Flare-On is an annual “reverse engineering marathon” organized by Mandiant (formerly by FireEye). You can see more information here. It is a Capture-The-Flag type of a contest, where you are given a set of crackmes with growing difficulity. This year we were provided with 10 tasks. I finished as 125. In this series of writeups I will present my solutions to the selected challenges, and guide you through the task, all the way till the final flag.

The 9-th is named “evil”, and the description says:

As mentioned, it comes with several false flags, so we need to watch out!

It is a Windows executable, 32-bit.

Overview and understanding the goal

Running the task doesn’t give us much information, because no output is displayed.

Opening it in IDA shows that the code is obfuscated: we can see some invalid chunks in between of code:

Due to this we IDA can neither decompile it, nor create graphs.

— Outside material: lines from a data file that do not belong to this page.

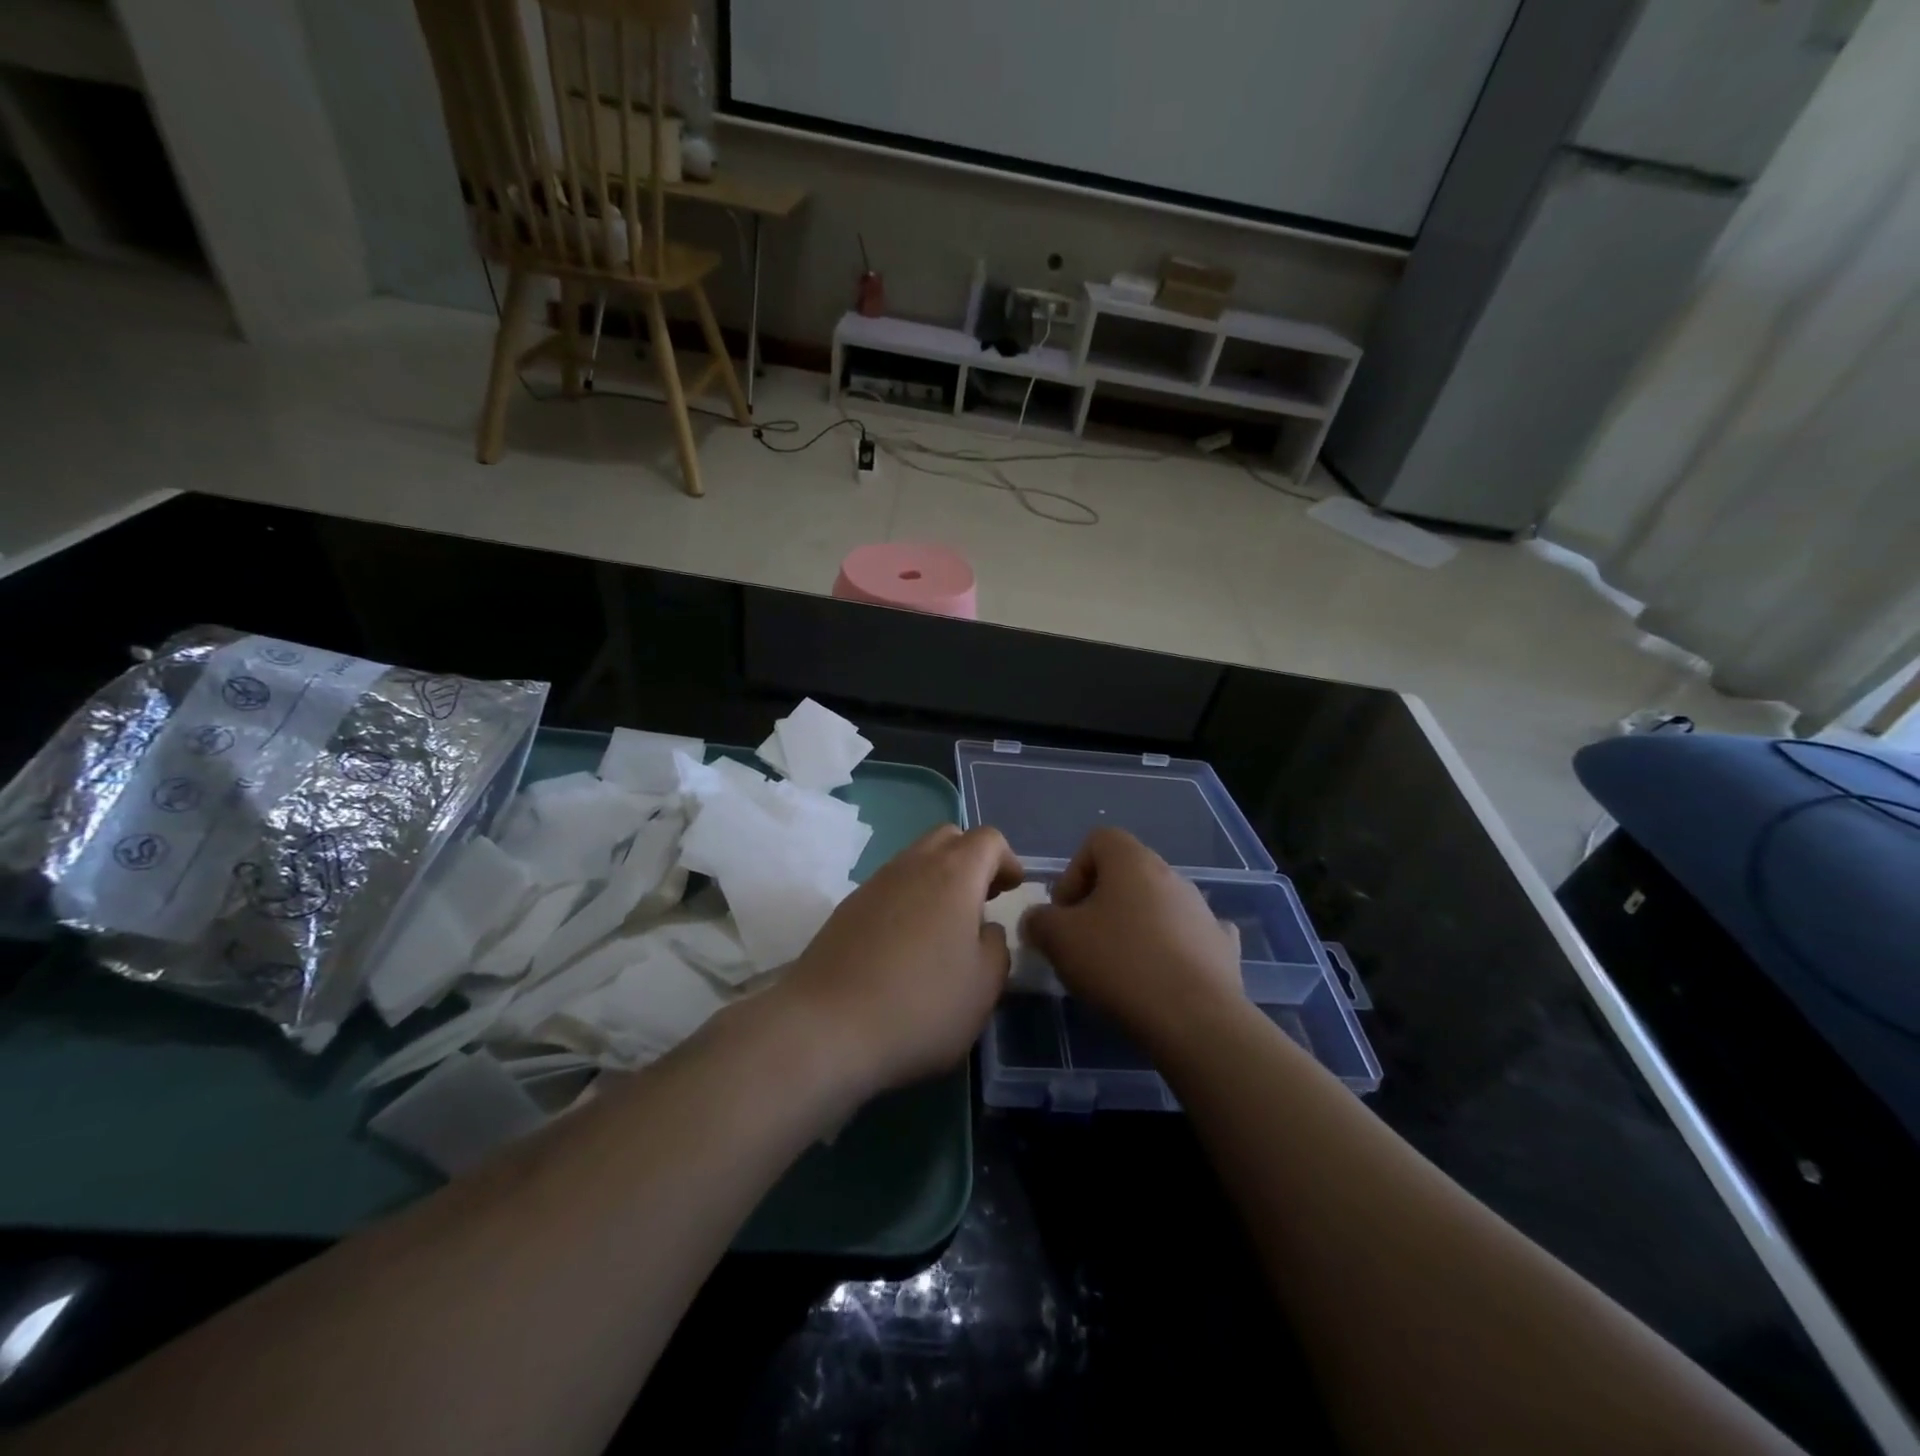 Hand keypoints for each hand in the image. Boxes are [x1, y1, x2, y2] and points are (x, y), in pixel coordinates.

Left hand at [781, 825, 1022, 1097]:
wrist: (825, 1027)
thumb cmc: (921, 1005)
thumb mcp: (984, 986)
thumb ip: (996, 947)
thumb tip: (984, 930)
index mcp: (953, 874)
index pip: (988, 839)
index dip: (1007, 860)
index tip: (1012, 890)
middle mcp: (912, 865)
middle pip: (948, 838)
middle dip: (971, 860)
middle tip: (982, 900)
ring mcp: (873, 884)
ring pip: (914, 860)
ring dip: (937, 880)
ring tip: (946, 927)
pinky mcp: (846, 909)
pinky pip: (889, 887)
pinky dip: (908, 900)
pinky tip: (907, 945)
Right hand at [1020, 828, 1243, 1052]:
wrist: (1195, 1019)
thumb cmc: (1119, 964)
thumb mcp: (1058, 939)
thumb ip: (1039, 921)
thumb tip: (1038, 921)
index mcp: (1132, 860)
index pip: (1097, 841)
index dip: (1073, 873)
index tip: (1064, 913)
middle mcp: (1171, 874)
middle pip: (1127, 875)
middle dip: (1100, 904)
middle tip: (1084, 943)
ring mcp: (1202, 910)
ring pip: (1157, 906)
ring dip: (1136, 926)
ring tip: (1121, 969)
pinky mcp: (1222, 946)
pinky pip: (1191, 936)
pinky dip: (1175, 948)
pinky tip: (1164, 976)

If we load it under x64dbg, we can see that the application keeps throwing exceptions:

We can step through them, and finally it reaches a far return:

Far returns are often used in Heaven’s Gate technique. However, here it is not the case, and the presence of it doesn’t make much sense. So it indicates that probably the debugger was detected and we went into a wrong execution path.

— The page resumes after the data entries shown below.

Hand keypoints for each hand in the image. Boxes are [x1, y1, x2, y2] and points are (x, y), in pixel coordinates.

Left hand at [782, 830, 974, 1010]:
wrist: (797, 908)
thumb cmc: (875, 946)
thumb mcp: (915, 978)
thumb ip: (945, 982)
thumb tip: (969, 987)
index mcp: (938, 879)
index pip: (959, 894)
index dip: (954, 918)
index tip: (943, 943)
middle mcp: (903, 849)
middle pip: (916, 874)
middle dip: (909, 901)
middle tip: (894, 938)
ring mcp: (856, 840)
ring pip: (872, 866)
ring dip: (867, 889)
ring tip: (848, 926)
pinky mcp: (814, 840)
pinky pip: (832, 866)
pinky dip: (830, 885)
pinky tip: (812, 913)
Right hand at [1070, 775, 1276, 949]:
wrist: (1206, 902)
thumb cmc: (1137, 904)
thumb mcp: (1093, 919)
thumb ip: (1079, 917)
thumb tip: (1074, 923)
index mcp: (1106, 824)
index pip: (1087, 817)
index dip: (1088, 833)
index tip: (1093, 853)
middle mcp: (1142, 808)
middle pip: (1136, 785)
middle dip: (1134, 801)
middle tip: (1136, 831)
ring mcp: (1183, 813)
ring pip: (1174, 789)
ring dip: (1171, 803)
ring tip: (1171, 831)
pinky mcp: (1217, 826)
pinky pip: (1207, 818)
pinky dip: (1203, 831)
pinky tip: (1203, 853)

We can try once again, by setting x64dbg to ignore the exceptions:

Now, the debugger won’t stop at the exceptions, but it doesn’t help much: the application will soon terminate.

The next thing I did was tracing it with TinyTracer. Some trace is being produced, but again it breaks at the invalid far return:

It happens at the same RVA as the debugger show before: 0x2F14. Once again in x64dbg, we can see the path that leaded to that invalid instruction:

Patching (#1)

A simple patch can help avoid going this way: NOPing out the conditional jump:


RVA: 2fb5 -> NOP

Tracing the patched application

The above patch finally caused the trace to go much further.

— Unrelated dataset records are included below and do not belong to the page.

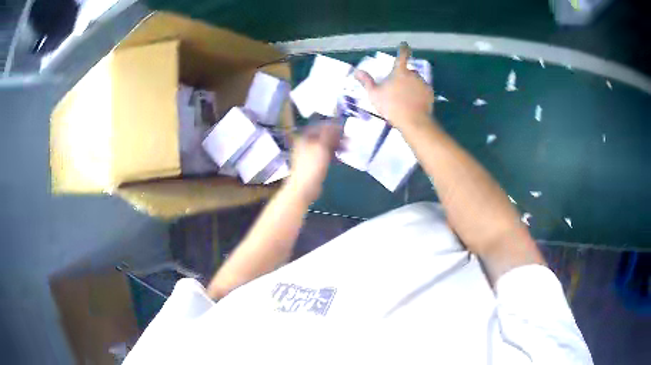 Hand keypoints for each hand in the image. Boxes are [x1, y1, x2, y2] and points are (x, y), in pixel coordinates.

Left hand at [286, 122, 341, 202]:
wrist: (304, 188)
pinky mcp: (314, 166)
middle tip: (348, 139)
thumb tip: (334, 124)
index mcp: (305, 138)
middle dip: (336, 137)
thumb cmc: (312, 166)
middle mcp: (306, 145)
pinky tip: (341, 159)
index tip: (343, 128)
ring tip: (348, 149)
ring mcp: (309, 156)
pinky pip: (325, 157)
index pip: (319, 127)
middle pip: (323, 137)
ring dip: (337, 146)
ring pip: (325, 147)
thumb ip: (328, 134)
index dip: (331, 126)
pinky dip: (333, 156)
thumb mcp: (321, 147)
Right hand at [355, 42, 433, 130]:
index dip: (403, 48)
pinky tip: (413, 102)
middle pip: (408, 71)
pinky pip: (422, 90)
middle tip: (397, 87)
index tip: (404, 44)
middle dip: (404, 76)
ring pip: (416, 81)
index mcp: (400, 71)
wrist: (413, 121)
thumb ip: (366, 81)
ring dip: (411, 85)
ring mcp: (423, 83)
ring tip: (405, 97)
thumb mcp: (374, 94)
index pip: (402, 55)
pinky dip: (419, 93)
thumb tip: (357, 71)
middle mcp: (413, 74)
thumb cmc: (391, 106)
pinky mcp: (430, 93) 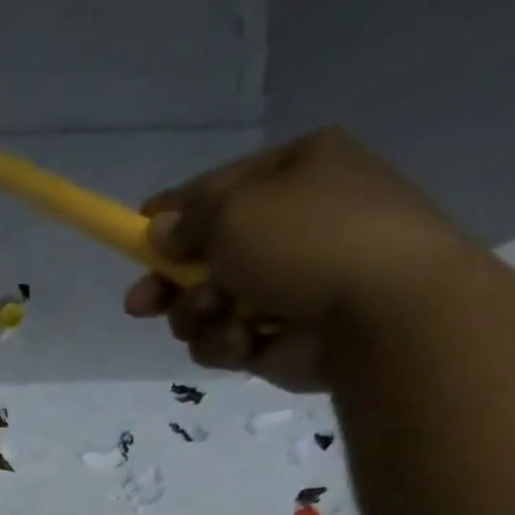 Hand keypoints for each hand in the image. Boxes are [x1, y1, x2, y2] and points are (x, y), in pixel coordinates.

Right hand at [124, 127, 480, 390]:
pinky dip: (227, 342)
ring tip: (219, 314)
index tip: (135, 238)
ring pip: (206, 305)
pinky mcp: (278, 335)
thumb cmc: (307, 242)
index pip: (215, 189)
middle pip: (203, 256)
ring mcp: (285, 283)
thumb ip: (186, 222)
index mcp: (292, 173)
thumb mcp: (234, 213)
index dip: (171, 216)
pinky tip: (247, 340)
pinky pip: (226, 339)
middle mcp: (289, 224)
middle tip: (140, 306)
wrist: (380, 312)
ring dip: (198, 315)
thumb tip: (160, 231)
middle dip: (169, 283)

Yet, it is worth to note that not all my attempts of tracing gave the same results: in some it was clear the application terminates immaturely. So, it made me guess that the defensive checks are somehow randomized. This was later confirmed with a static analysis, and will be described further in this blog.

Not seeing that the application reads any input I tried to trace it with some commandline argument (I used “Test123”). This turned out to be a good idea, as we could observe on the trace that the execution goes further. I obtained the following log: log1.tag.

The application terminates soon, yet, towards the end of the log, we can see some interesting calls, related to socket creation:


Seeing it, I suspected that opening of the socket has failed. I traced it again, but this time with tracking parameters of those functions.

Relevant fragments of the trace show that the commandline argument was used as a socket address:

	Arg[0] = ptr 0x00755000 -> "Test123"

Then, by checking the arguments passed to the function socket, we can see that the created socket is of the type raw, and dedicated to UDP communication:

	Arg[0] = 0x00000002 = 2 // AF_INET
	Arg[1] = 0x00000003 = 3 // SOCK_RAW
	Arg[2] = 0x00000011 = 17 // IPPROTO_UDP

Since the application will be opening a raw socket, need to be run as an Administrator.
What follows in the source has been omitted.